= Alexander Chisholm (MP) =

Alexander William Chisholm, 25th of Chisholm (15 February 1810 – 8 September 1838) was a Scottish landowner, chief of Clan Chisholm, and member of the UK Parliament for Inverness-shire from 1835 to 1838. He inherited his father's lands at age 7, but met an untimely death aged 28, arising from an aortic aneurysm, shortly after resigning his parliamentary seat.

He was, in 1831, responsible for contributing to the Highland Clearances by evicting the majority of the settled and ancient tenantry from his lands in Strathglass.

==Biography==
===Education===
Alexander Chisholm was born 15 February 1810 in Castlehill, Inverness, the son of William Chisholm, 24th Chief of Clan Chisholm, and Elizabeth, daughter of Duncan MacDonell XIV of Glengarry. The family seat was Erchless Castle, to the south-west of Inverness. Upon the death of his father in 1817 the chieftaincy fell to the seven-year-old Alexander, and his father's lands were administered in his name by a set of guardians - his mother; Charles Grant, 1st Baron Glenelg; John Peter Grant; Sir Hugh Innes, 1st Baronet; and William MacKenzie of Muirton (1780-1856).

Alexander Chisholm and his younger brother Duncan Macdonell (5 August 1811 – 1858) were sent to the Rev. William Reid in Midsomer Norton for their education; but Chisholm, suffering from rheumatic fever, was moved to Clifton, Weymouth, Malvern and Bath – two of them spa towns, all associated with 'taking the cure'. The boys were next passed into the educational care of the Rev. Henry Fendall, vicar of Nazeing, Essex; and in the autumn of 1822 the 12-year old Chisholm and his brother were transferred to Eton College. Alfred Ollivant was engaged as their private tutor, a position he held until 1825, after which the Rev. Edward Coleridge (1800-1883) became their tutor.

The Chisholms left Eton in early in 1828, and were placed under the charge of the Rev.
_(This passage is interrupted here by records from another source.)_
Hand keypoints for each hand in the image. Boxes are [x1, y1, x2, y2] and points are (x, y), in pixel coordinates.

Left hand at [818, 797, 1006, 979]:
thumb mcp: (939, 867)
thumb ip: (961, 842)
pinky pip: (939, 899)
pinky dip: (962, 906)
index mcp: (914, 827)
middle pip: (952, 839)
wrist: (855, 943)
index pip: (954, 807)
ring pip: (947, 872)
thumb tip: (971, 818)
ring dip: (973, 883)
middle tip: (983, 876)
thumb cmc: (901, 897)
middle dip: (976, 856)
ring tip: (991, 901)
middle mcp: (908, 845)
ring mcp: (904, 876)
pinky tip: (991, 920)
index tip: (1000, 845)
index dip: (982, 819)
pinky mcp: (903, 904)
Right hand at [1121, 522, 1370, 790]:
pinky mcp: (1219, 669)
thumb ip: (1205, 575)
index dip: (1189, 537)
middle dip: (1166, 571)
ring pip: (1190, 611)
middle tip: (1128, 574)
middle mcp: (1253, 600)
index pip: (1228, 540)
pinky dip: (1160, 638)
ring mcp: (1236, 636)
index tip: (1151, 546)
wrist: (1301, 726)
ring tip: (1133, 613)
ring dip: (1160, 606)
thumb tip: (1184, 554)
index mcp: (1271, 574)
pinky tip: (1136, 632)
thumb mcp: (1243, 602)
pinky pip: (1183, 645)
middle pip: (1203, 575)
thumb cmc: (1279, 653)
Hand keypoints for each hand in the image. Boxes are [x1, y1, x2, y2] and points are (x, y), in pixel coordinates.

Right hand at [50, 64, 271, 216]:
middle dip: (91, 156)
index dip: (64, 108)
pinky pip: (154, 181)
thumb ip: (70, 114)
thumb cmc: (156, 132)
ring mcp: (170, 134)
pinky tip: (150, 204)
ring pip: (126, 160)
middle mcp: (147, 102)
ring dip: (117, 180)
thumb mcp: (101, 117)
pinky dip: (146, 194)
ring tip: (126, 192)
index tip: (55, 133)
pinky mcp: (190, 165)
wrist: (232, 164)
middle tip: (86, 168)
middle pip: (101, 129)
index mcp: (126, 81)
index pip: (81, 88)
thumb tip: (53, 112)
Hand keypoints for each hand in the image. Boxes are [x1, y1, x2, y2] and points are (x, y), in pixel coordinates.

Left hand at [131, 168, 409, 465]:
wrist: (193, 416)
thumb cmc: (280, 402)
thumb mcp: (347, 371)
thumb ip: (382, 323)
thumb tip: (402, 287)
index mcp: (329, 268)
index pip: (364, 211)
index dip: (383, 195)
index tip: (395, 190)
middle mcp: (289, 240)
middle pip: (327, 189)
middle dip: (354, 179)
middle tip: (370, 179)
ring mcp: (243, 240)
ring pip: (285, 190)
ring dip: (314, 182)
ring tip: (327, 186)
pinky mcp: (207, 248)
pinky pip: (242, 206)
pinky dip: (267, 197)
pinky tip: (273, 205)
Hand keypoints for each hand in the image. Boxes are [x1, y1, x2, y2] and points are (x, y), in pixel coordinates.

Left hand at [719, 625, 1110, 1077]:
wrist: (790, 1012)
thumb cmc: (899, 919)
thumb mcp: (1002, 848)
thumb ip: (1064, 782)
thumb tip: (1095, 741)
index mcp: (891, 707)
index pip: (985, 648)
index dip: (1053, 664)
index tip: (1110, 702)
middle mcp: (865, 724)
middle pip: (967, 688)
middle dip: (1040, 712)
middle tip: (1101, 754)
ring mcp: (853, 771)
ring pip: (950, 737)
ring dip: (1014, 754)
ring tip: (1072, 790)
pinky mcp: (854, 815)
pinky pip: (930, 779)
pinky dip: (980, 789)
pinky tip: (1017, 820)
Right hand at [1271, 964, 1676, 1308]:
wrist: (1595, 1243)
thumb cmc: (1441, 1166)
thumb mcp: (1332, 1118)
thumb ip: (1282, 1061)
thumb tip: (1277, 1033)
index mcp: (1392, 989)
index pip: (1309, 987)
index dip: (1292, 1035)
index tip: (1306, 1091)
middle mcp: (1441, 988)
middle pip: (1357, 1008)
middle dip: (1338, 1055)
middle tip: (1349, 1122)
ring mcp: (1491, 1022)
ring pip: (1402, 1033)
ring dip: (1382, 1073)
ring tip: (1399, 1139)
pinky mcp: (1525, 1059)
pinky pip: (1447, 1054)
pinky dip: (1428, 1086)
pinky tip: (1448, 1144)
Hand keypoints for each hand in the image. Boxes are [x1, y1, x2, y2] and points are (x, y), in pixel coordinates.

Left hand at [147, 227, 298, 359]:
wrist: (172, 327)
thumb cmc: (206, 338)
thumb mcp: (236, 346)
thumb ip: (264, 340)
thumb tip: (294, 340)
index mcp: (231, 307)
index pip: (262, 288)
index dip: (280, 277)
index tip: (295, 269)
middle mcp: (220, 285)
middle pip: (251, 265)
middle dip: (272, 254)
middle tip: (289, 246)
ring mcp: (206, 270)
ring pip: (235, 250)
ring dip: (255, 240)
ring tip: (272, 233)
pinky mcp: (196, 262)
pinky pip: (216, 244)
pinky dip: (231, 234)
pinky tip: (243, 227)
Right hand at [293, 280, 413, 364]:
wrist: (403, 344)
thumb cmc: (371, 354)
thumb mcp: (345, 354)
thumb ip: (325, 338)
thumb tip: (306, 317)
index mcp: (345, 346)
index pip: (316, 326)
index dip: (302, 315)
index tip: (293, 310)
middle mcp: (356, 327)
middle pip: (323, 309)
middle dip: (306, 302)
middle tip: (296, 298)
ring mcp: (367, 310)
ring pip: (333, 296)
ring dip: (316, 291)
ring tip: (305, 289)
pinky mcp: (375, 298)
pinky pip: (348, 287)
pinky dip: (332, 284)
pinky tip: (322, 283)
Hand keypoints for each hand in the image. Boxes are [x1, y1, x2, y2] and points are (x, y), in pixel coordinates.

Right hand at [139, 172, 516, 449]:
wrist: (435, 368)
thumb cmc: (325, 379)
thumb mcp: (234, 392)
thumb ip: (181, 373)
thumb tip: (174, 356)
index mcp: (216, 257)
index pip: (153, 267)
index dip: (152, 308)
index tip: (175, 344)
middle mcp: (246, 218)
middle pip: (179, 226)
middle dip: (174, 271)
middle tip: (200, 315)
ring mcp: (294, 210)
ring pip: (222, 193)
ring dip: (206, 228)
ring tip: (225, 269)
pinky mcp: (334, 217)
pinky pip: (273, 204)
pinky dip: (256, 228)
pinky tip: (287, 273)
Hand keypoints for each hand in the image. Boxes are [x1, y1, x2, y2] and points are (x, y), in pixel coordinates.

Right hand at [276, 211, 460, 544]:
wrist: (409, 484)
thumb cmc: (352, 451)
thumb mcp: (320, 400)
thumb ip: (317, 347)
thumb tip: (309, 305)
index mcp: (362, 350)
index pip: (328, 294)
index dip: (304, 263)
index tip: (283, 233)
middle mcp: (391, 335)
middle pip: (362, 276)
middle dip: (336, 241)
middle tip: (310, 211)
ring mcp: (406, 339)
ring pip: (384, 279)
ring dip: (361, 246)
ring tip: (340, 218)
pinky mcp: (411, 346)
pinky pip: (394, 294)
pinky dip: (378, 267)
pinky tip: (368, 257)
James S. M. Anderson (1800–1869), Chaplain in Ordinary to the Queen, residing in Brighton, until, in October 1828, Alexander went to Trinity College, Cambridge, where he entered under the tuition of the Rev. George Peacock. He remained there for three years. Although he fared well in the first year of his studies, he missed the second year examinations owing to ill health, and left in his third year without the award of a degree; James Anderson commented that "he had not always been proof against the temptations to idleness which beset the path of the young".

===Landowner===
In 1831, aged 21 and coming into his majority, Chisholm relocated to Invernessshire and Erchless Castle after an absence, short visits aside, of 14 years; and assumed direct control of his estate from his guardians. His biographers note then when he was 14, Chisholm recommended to his guardians that outstanding rents owed by certain tenants should be forgiven; and during the later period of guardianship, tenants were permitted to remain in possession of holdings in circumstances warranting their eviction.

In 1831, he determined to take "an active part in plans for ameliorating" the condition of the people on his properties; however the said amelioration took the form of evicting a large number of the ancient tenantry of his forebears in accordance with - as a biographer terms it -" the mistaken views which then so extensively prevailed of improving the condition of the Highland people by clearing them out of their native glens to make room for sheep and deer."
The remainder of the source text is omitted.